Don't stress it my wife has it in her car absolutely useless and I am a big apple lover !! We never ever use it .


----------



## Technic (Jun 24, 2002)

BMWAG told something different to BMW Canada then.


tim330i said:


> My word for word conversation with BMW -
> 
> If you want to read into that there is some wiggle room around "at this point" but it would be in BMW's best interest to say the opposite. My take is that it will not be available ever.
> 
> Tim


----------



## murmur (Jun 14, 2016)

Technic said:


> BMWAG told something different to BMW Canada then.


Exactly !!, the wording from Canadian order guide is "please note vehicles ordered for July and August production will not include option code 6CP, but will be eligible for a no-charge retrofit from 9/16"

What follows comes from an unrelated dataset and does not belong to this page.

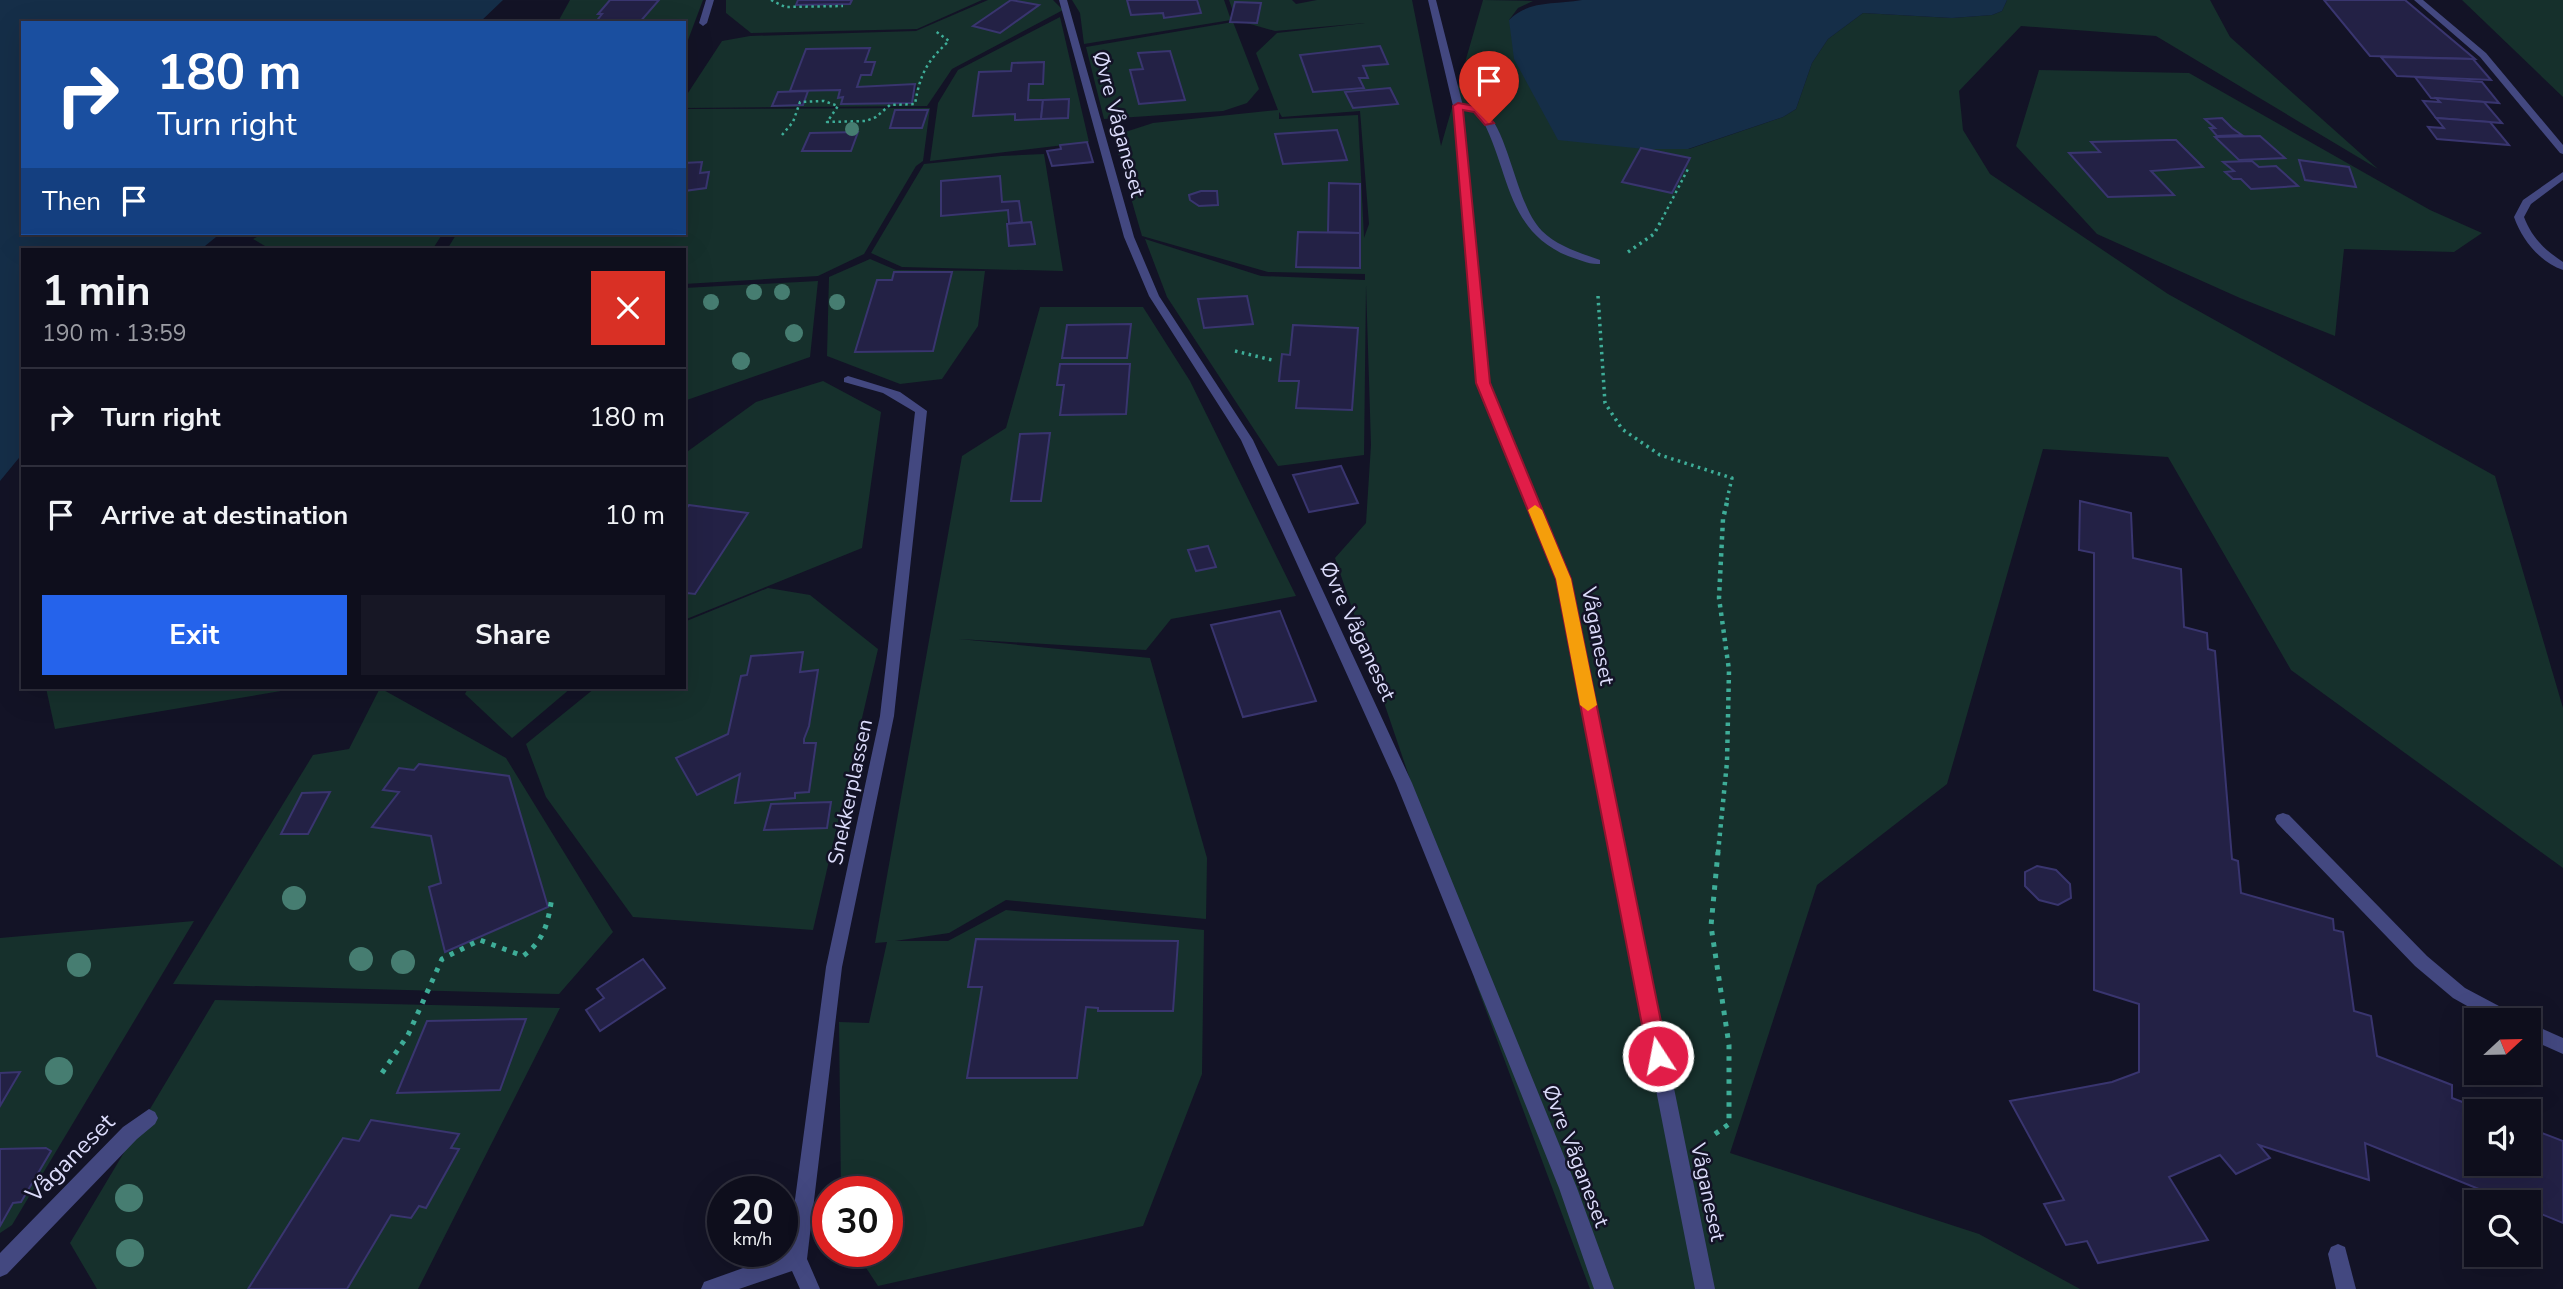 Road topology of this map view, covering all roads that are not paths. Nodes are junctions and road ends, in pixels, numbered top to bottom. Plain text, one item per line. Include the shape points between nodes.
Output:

Having said that, Canadians got a whole lot more / different options than what we got !! it just may only be a Canadian thing. Guess we will find out soon !!


----------



## Technic (Jun 24, 2002)

Either BMWNA will offer the "Canadian retrofit" or forum vendor BimmerTech will do anyways... 



murmur said:


> Exactly !!, the wording from Canadian order guide is "please note vehicles ordered for July and August production will not include option code 6CP, but will be eligible for a no-charge retrofit from 9/16"
> 
> Having said that, Canadians got a whole lot more / different options than what we got !! it just may only be a Canadian thing. Guess we will find out soon !!


----------



## Kar Don (Aug 4, 2004)

Just re-order your car.. Simple and done.


----------



## WriterDude (Jun 12, 2016)

Oh man. Will be in Munich third week of August and it would be amazing (and cost-saving) to do European Delivery of a CarPlay 230i.

If I can't do that, I probably have to wait six months until used models are on the market. I can't quite swing MSRP. Just happened to have this long-planned trip with my mom to Munich; tickets already bought.


----------



## mr.woodpdx (2 mo ago)

Hi, I have a MY17 540 with Carplay, recently I have noticed that when listening to Amazon Prime music channels, the car will often stop playing mid-song and begin playing a saved playlist (interrupting the channel song), additionally, it this same playlist will kick on when I am on a phone call through Carplay and play through the speakers, which is more than annoying. Anyone else experiencing this?


----------



## rounderman (Apr 26, 2016)

you will do better posting your question in the model specific forum rather than this one. good luck. I don't have CarPlay so I can't give you any better advice. Also this is a 6 year old thread so that is an issue as well.


----------